E della gestione del virus nel ciclismo del 2023 cosa pensa?

«Ci tengo a chiarire un grosso equivoco che si è creato nei giorni dei continui ritiri causa-covid in questo Giro. Noi come medici di corsa non cacciamo nessuno perché positivo, e neppure l'organizzazione: è una scelta delle squadre e dei loro staff medici! Non siamo più in pandemia, UCI e RCS non pongono alcun limite, restrizione o obbligo in materia di covid: se sei positivo, valutano i dottori del team in base anche ai sintomi e ai criteri che ritengono opportuni. L'anno scorso ancora c'era obbligo di tamponi in ingresso, nei giorni di riposo e al sorgere di sintomi: adesso nulla di tutto questo. Se sei positivo ma stai bene, parti. Chi si è ritirato col covid, evidentemente non stava bene.»

Facciamo un paio di esempi pratici di cadute di questo Giro: il patatrac di Salerno e la caduta di Geoghegan Hart verso Tortona

«La prima è stata più spettacolare che grave: ha coinvolto tanti corridori ed è stata appariscente, ma come lesioni non è successo nulla di eclatante.

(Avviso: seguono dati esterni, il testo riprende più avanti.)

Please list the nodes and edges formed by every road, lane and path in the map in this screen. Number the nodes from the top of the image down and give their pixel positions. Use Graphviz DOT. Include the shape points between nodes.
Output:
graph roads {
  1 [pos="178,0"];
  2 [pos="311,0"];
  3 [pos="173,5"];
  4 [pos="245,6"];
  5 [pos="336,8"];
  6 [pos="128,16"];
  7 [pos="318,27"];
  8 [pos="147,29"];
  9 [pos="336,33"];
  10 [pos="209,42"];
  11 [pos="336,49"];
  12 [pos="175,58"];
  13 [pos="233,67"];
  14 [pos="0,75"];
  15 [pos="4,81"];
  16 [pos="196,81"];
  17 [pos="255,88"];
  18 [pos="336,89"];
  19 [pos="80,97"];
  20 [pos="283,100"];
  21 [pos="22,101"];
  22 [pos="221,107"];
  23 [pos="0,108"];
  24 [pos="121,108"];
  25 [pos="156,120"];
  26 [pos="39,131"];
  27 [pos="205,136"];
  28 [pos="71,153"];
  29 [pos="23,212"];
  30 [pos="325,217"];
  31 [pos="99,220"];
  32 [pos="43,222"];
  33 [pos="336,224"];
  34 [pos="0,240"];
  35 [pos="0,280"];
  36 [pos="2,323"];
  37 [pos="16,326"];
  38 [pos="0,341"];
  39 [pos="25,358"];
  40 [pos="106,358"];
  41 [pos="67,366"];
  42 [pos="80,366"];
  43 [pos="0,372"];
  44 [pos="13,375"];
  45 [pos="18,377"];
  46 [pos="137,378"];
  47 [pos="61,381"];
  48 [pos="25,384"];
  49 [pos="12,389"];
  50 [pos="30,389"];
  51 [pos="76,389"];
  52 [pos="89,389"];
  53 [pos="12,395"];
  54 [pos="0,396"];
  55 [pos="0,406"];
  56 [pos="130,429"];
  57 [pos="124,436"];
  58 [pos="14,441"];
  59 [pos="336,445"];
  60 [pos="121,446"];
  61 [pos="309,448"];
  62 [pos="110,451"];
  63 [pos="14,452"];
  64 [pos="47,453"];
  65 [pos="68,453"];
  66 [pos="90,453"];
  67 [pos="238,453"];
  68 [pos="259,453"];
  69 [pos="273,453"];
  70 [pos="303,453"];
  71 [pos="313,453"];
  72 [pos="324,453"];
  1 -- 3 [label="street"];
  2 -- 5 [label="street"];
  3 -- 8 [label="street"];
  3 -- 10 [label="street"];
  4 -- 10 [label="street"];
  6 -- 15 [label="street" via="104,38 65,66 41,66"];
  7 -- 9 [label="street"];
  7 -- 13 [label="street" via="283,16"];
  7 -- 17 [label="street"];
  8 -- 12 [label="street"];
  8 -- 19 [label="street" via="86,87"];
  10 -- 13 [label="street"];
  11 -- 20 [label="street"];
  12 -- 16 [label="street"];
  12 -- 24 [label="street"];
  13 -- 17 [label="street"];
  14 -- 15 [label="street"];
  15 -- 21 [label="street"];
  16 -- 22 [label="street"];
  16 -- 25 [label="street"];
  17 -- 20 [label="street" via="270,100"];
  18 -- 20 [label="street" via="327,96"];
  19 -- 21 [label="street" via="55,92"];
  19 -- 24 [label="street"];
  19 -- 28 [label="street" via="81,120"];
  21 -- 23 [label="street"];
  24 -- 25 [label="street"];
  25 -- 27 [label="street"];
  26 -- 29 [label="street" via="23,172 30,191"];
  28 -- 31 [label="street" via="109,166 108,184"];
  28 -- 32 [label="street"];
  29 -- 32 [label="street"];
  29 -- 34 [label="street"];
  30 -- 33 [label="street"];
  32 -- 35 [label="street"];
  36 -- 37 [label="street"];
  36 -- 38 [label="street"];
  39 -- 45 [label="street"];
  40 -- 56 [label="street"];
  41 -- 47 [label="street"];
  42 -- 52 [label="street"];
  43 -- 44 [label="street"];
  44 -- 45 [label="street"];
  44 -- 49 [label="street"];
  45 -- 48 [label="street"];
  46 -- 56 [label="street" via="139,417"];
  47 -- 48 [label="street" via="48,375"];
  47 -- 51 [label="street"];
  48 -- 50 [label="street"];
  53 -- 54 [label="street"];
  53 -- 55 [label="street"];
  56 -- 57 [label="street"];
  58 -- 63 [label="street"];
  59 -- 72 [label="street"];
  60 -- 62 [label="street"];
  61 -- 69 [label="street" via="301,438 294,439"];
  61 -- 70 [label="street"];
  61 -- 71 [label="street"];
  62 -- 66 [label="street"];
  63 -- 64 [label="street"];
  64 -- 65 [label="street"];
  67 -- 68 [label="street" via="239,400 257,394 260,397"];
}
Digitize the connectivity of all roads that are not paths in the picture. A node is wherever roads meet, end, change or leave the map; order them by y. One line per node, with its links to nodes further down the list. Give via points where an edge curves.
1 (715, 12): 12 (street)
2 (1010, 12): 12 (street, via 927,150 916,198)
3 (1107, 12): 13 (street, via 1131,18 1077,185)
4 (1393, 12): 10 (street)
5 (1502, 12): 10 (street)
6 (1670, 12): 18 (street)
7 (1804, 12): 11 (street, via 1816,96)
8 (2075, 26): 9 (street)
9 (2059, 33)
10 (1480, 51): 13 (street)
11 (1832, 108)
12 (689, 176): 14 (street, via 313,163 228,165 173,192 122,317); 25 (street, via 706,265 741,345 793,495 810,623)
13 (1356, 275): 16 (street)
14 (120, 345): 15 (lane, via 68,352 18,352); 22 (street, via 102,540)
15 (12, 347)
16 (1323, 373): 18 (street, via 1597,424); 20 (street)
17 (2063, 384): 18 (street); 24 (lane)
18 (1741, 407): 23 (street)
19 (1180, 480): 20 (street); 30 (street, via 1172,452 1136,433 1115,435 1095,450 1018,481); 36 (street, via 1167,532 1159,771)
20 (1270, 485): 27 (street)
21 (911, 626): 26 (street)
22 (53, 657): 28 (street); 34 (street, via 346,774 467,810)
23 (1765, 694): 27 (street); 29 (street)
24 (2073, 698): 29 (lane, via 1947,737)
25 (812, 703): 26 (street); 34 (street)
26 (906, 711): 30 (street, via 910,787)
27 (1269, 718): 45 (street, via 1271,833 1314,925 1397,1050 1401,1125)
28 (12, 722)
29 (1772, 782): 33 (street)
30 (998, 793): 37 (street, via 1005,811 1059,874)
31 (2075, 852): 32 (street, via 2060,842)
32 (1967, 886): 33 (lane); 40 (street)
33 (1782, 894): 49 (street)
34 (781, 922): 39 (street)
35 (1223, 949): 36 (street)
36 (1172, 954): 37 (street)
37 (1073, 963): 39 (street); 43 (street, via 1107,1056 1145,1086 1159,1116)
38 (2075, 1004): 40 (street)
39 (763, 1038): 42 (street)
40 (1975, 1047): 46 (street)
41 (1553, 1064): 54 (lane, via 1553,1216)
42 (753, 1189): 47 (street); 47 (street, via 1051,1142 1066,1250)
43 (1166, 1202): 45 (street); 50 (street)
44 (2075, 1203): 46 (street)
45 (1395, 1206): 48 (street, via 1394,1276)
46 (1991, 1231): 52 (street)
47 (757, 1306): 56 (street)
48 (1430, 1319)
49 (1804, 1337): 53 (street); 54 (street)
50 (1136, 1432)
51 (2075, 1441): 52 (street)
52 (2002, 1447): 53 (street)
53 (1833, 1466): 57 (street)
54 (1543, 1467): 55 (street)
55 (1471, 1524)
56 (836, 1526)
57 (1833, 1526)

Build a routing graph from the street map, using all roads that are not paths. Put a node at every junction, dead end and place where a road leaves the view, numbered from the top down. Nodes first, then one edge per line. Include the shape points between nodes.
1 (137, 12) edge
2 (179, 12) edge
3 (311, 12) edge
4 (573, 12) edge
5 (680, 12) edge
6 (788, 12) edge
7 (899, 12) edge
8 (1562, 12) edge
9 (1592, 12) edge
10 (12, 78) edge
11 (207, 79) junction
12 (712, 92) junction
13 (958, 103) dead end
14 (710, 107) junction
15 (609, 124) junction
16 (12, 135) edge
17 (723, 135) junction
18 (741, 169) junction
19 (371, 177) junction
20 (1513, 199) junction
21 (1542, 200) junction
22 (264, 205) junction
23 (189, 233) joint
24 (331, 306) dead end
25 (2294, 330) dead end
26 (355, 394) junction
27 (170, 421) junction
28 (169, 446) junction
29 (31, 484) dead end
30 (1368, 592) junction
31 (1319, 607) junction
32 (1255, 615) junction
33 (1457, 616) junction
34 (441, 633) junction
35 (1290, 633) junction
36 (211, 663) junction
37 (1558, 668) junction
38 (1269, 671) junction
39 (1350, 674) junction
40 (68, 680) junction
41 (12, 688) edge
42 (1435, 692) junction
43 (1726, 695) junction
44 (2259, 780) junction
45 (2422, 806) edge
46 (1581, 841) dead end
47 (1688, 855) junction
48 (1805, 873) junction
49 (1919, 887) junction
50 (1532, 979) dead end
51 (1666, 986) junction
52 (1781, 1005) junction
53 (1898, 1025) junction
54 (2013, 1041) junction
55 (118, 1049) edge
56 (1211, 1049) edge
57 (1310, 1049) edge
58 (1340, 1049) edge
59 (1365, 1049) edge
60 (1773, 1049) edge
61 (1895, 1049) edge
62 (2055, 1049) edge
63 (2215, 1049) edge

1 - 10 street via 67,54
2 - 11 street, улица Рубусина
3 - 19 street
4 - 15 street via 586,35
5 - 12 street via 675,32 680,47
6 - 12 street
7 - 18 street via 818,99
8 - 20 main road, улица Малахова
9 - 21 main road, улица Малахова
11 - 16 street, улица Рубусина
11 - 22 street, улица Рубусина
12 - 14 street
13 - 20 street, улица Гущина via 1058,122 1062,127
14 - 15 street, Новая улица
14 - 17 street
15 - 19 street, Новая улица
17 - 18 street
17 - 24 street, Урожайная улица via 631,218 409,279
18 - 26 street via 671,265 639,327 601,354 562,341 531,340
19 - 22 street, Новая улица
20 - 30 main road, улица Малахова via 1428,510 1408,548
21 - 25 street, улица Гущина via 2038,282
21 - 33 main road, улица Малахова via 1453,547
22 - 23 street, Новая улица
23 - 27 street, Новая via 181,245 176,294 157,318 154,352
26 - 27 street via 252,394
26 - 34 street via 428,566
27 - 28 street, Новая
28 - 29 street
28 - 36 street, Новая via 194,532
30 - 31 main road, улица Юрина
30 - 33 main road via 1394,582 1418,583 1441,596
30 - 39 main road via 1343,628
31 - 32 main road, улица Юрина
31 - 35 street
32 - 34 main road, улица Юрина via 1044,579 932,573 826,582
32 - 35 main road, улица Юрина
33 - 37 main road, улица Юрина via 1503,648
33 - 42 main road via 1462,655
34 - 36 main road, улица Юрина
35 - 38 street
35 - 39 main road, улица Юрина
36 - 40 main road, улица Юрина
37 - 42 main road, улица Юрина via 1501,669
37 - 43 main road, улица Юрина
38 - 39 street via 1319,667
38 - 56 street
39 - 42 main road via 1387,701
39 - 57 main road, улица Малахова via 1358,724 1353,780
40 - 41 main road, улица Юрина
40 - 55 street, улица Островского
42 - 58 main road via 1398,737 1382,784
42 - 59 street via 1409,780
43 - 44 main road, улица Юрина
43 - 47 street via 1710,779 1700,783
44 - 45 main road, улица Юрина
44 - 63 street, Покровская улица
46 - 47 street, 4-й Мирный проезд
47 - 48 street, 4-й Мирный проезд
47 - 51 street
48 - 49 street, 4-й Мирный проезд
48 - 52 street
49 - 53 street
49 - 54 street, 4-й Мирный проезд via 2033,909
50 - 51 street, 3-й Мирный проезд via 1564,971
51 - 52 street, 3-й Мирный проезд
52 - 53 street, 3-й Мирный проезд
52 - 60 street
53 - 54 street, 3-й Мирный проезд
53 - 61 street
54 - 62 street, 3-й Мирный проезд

Abbiamo gestito tutto noi, qualche punto di sutura e alcune lastre che non hanno evidenziato conseguenze gravi per nessuno. L'inglese della Ineos invece si è rotto il femore ed è stato portato nell'ospedale più attrezzato: tramite il 118 non l'abbiamo portato a Tortona, bensì a Sampierdarena dove è stato operato.»

Passiamo a situazioni piacevoli: qual è stato il suo/vostro intervento di cui va più orgoglioso?

«Non le cito un episodio, ma un fatto che si protrae da quarant'anni: constatare come i corridosi si fidino sempre e totalmente di noi, rivolgendosi a noi anche per necessità banali. Quello è davvero gratificante.»

In così tanto tempo, è pure diventato amico di qualche corridore?

«Sì, con alcuni ho mantenuto ottimi rapporti anche dopo la loro carriera. Proprio l'altro giorno qui al Giro ho salutato con affetto il belga Rudy Pevenage, che correva quarant'anni fa.»

Lei ha lavorato pure nel calcio: differenze col ciclismo?

«Ho fatto per vent'anni il medico del Legnano in Serie C: tutto un altro mondo. La verità è che i ciclisti non sono esseri umani: hanno un limite di sopportazione impressionante, che non c'entra nulla. Ho visto corridori abrasi che non dormivano per il dolore ma la mattina dopo partivano lo stesso. Ricordo Niklas Axelsson cadere sul Mortirolo, riportare diverse fratture e portare a termine la tappa. Non è un luogo comune, c'è un abisso coi calciatori.»